“Me repugna un país donde después de un aborto las ricas se confiesen y las pobres se mueran”: El crudo mensaje de una doctora católica en medio del debate en Argentina

La médica señala que nunca estará a favor, pero que quiere “aborto legal, seguro y gratuito”.

Por Camilo Henríquez

Por semanas el congreso argentino ha estado debatiendo la legalización del aborto y cientos de personas han salido a las calles a manifestarse en favor y en contra del proyecto.

En los últimos días, un descarnado mensaje se volvió viral porque muestra la cruda realidad de las mujeres que tiene que abortar y porque está escrito por una médico ginecóloga que se declara católica y anti aborto.

Sin embargo, tras su crudo análisis la médico termina pidiendo “aborto legal, seguro y gratuito” para acabar con las “discriminación” y los peligros a que se enfrentan las mujeres pobres en comparación a las que tiene recursos.

Cecilia Ousset publicó el texto tanto en Facebook como en Twitter y este se volvió viral, incluso ha sido compartido más de 65 mil veces y retuiteado casi 14.

La misiva parte señalando que es “católica, médica, especialista en tocoginecología y madre de cuatros hijos”, y que “nunca estuve y tal vez no estaré de acuerdo con el aborto en sí; es por esa razón que nunca me hice un aborto y tampoco se lo hice a nadie; a pesar de conocer la técnica perfectamente” y que se formó en el sistema público, pero que ahora trabaja en el privado y ahí se dio cuenta de la brutal diferencia.

La doctora cuenta que “muchísimas veces tuve que hacer legrados en el Hospital para ‘terminar’ abortos clandestinos” y que vio “morir mujeres (a veces madres de varios chicos), que pasaron lamentablemente sus últimos minutos lúcidas conmigo y una policía preguntándole ‘quién le había realizado el aborto porque era un delito’”.

Ousset apunta a que “muchas veces esas chicas estaban en mal estado clínico y con el útero o el intestino destrozado” y reconoce que “la suma de esas jornadas deben haber herido mi alma profundamente”.

“Abortos con perejil, con agujas de tejer, con permanganato de potasio, con Oxaprost en cantidades insuficientes. Todos servicios pagados en la medida de las paupérrimas posibilidades al inexperto o inexperta del barrio.
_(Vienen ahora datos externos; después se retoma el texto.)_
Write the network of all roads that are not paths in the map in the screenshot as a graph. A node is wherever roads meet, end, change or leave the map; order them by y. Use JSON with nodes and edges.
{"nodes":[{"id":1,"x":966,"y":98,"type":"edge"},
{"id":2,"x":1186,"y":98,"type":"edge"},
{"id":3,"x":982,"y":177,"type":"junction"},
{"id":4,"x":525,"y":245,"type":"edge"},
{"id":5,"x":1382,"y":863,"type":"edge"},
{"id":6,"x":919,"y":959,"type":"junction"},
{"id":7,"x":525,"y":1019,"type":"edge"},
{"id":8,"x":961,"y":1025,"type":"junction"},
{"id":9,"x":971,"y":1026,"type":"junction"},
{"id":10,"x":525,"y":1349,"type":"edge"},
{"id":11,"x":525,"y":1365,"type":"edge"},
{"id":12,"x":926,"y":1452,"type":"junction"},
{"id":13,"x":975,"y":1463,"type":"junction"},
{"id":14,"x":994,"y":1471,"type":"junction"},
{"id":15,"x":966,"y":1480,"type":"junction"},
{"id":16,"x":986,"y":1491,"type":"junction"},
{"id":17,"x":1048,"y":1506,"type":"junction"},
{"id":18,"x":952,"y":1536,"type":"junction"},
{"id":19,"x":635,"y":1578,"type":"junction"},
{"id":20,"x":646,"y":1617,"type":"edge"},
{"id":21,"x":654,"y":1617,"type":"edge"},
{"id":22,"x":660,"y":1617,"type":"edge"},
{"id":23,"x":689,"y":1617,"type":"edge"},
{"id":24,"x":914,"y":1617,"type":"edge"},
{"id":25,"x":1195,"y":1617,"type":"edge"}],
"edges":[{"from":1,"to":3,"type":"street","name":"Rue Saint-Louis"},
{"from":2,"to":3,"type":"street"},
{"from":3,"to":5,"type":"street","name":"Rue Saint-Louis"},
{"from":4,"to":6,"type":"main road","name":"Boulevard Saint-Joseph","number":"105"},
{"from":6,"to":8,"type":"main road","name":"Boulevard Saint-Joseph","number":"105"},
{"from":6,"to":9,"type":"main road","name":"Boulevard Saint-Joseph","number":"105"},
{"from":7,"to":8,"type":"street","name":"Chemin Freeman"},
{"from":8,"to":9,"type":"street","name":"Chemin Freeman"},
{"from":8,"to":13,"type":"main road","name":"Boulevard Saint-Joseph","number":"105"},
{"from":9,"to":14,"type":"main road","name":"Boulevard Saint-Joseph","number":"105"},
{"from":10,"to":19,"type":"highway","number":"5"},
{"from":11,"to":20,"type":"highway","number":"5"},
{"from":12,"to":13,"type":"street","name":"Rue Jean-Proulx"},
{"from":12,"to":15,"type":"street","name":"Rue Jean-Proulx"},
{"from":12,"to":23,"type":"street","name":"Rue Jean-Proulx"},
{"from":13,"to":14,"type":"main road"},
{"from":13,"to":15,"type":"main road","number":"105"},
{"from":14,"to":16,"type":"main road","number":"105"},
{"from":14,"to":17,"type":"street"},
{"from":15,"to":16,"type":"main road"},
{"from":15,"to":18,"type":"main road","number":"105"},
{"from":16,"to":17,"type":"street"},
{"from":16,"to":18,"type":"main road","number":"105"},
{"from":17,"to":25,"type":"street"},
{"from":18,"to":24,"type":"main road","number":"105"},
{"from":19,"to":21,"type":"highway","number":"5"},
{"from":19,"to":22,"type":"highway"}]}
La mayoría eran mujeres jóvenes, pobres, algunas con otros hijos; que llevaron el dolor, la fiebre, el olor a podrido y el secreto del nombre del ‘abortero’ hasta la tumba”, escribe

La ginecóloga hace su mea culpa y reconoce que está “arrepentida de no haberlas comprendido” y “de haber tenido mi cerebro y mi alma tan limitada decidiendo quién tenía más o menos moral y quién merecía más o menos mi respeto”.
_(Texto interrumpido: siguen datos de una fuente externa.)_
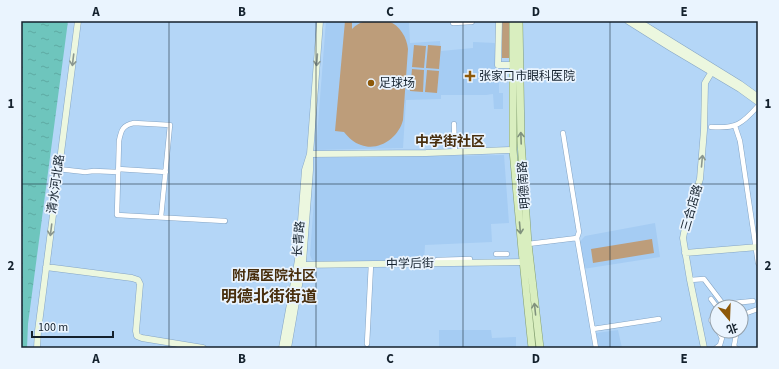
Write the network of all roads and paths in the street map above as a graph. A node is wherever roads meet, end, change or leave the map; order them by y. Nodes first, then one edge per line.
1 (78, 21) edge
2 (320, 21) edge
3 (453, 21) edge
4 (499, 21) edge
5 (513, 21) edge
6 (519, 21) edge
7 (628, 21) edge
8 (638, 21) edge
9 (472, 22) dead end
10 (513, 65) junction
11 (713, 70) junction
12 (758, 97) edge
13 (758, 102) edge
14 (758, 106) edge
15 (517, 116) junction
16 (454, 124) dead end
17 (735, 126) junction
18 (711, 127) dead end
19 (563, 133) dead end
20 (513, 150) junction
21 (455, 152) junction
22 (310, 154) junction
23 (58, 169) junction
24 (118, 170) junction
25 (166, 172) junction
26 (161, 217) junction
27 (226, 221) dead end
28 (577, 238) junction
29 (526, 247) junction
30 (757, 247) edge
31 (685, 253) junction
32 (507, 254) dead end
33 (470, 259) dead end
34 (437, 260) dead end
35 (453, 262) junction
36 (523, 262) junction
37 (501, 263) junction
38 (758, 263) edge
39 (371, 264) junction
40 (299, 265) junction
41 (46, 267) junction
42 (690, 280) junction
43 (753, 301) dead end
44 (659, 319) dead end
45 (593, 329) junction
46 (722, 339) edge
47 (367, 344) dead end
48 (37, 348) edge
49 (203, 348) edge
50 (282, 348) edge
51 (288, 348) edge
52 (532, 348) edge
53 (540, 348) edge
54 (596, 348) edge
55 (704, 348) edge
56 (716, 348) edge

1 -> 23 street, 清水河北路
2 -> 22 street, 长青路
3 - 9 street
4 - 10 street
5 - 10 main road, 明德南路
6 - 15 main road, 明德南路
7 - 11 street
8 - 11 street
10 - 15 main road, 明德南路
11 - 12 street
11 - 13 street
31 -> 11 street, 三合店路
14 - 17 street
15 - 20 main road, 明德南路
29 -> 15 main road, 明德南路
16 - 21 street
17 - 18 street
17 - 30 street
19 - 28 street
20 - 21 street
20 -> 29 main road, 明德南路
21 - 22 street
22 - 40 street, 长青路
23 - 24 street
23 -> 41 street, 清水河北路
24 - 25 street
24 - 25 street
24 - 26 street
25 - 26 street
26 - 27 street
28 - 29 street
28 - 45 street
29 - 36 main road, 明德南路
53 -> 29 main road, 明德南路
30 - 31 street
30 - 38 street
31 - 42 street, 三合店路
32 - 37 street
33 - 35 street
34 - 35 street
35 - 37 street, 中学后街
35 - 39 street, 中学后街
36 - 37 street, 中学后街
36 - 52 main road, 明德南路
39 - 40 street, 中学后街
39 - 47 street
40 - 50 street, 长青路
40 - 51 street, 长青路
41 - 48 street, 清水河北路
41 - 49 street
42 - 43 street
42 - 55 street, 三合店路
44 - 45 street
45 - 54 street
46 - 56 street

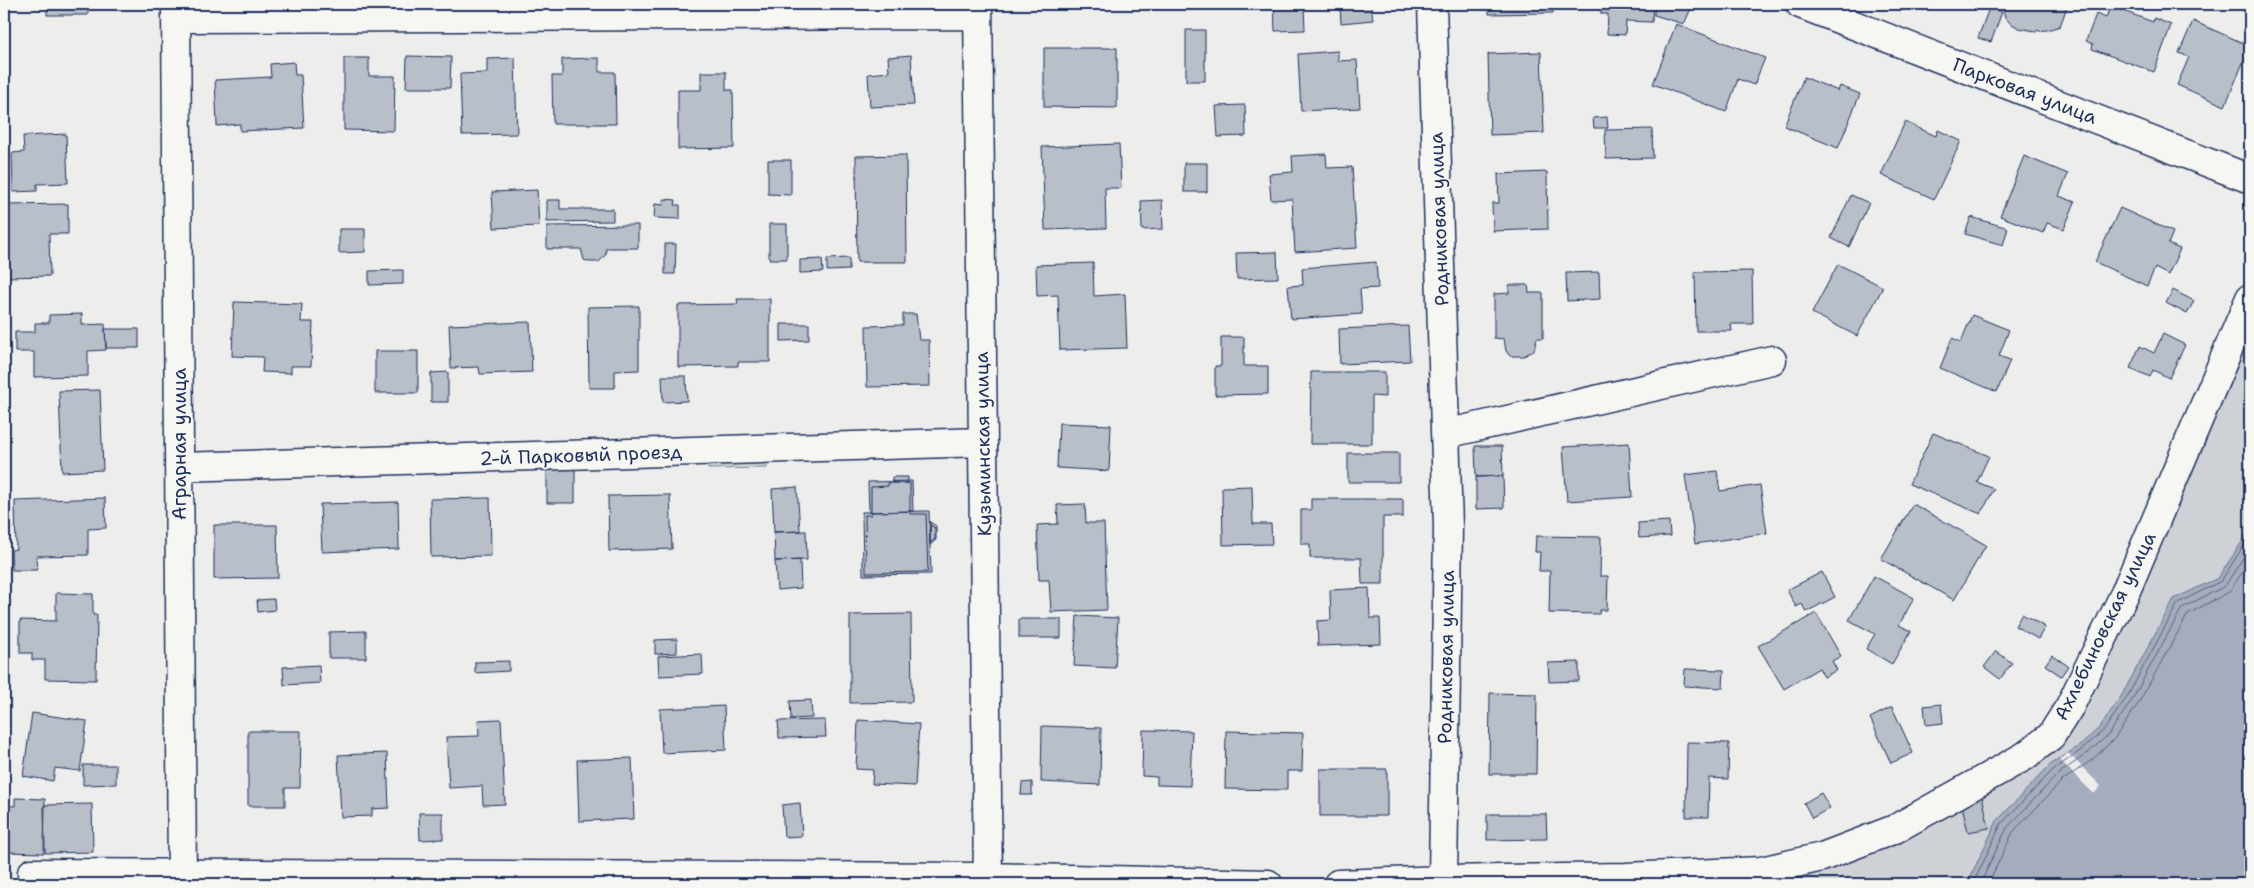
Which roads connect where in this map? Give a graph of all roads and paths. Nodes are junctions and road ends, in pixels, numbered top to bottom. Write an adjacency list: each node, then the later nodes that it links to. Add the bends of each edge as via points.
1 (1432, 4): 8 (street, Родниковая улица)
2 (1800, 4): 5 (street, Парковая улица)
3 (978, 10): 4 (street); 9 (street, Кузьминская улица)
4 (176, 11): 10 (street, Аграрная улица)
5 (2250, 179)
6 (2250, 298): 13 (street, Ахлебиновская улица, via 2125,592 2070,706 2051,736 2025,756 1895,829 1822,857 1760,871 1626,878)
7 (1772, 360): 8 (street)
8 (1445, 434): 13 (street, Родниковая улица, via 1448,527)
9 (983, 442): 10 (street, 2-й Парковый проезд); 14 (street, Кузьминская улица)
10 (179, 467): 12 (street, Аграрная улица)
11 (32, 873): 12 (street)
12 (182, 878): 14 (street)
13 (1443, 880): 16 (street, Ахлебиновская улица)
14 (988, 881): 15 (street)
15 (1268, 884)
16 (1338, 884)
Cuando llegó al sector privado, dice que el cambio fue del cielo a la tierra, ya que “las chicas que me pedían un aborto ‘porque mi mamá me va a matar’, ‘porque quiero terminar mis estudios’, ‘porque se borró mi novio’, ‘porque me van a correr del trabajo y mi marido se fue de la casa’, ‘porque soy catequista y esto es inadmisible…’”.

“Por todo eso, por dieciocho años en la práctica ginecológica , por mujer, por católica, por trabajar permanentemente mi interior para lograr la coherencia y abandonar en la mayor medida posible la hipocresía, digo: QUIERO ABORTO LEGAL, SEGURO Y GRATUITO para todas las mujeres que se encuentren en una situación desesperante e íntima”, asegura.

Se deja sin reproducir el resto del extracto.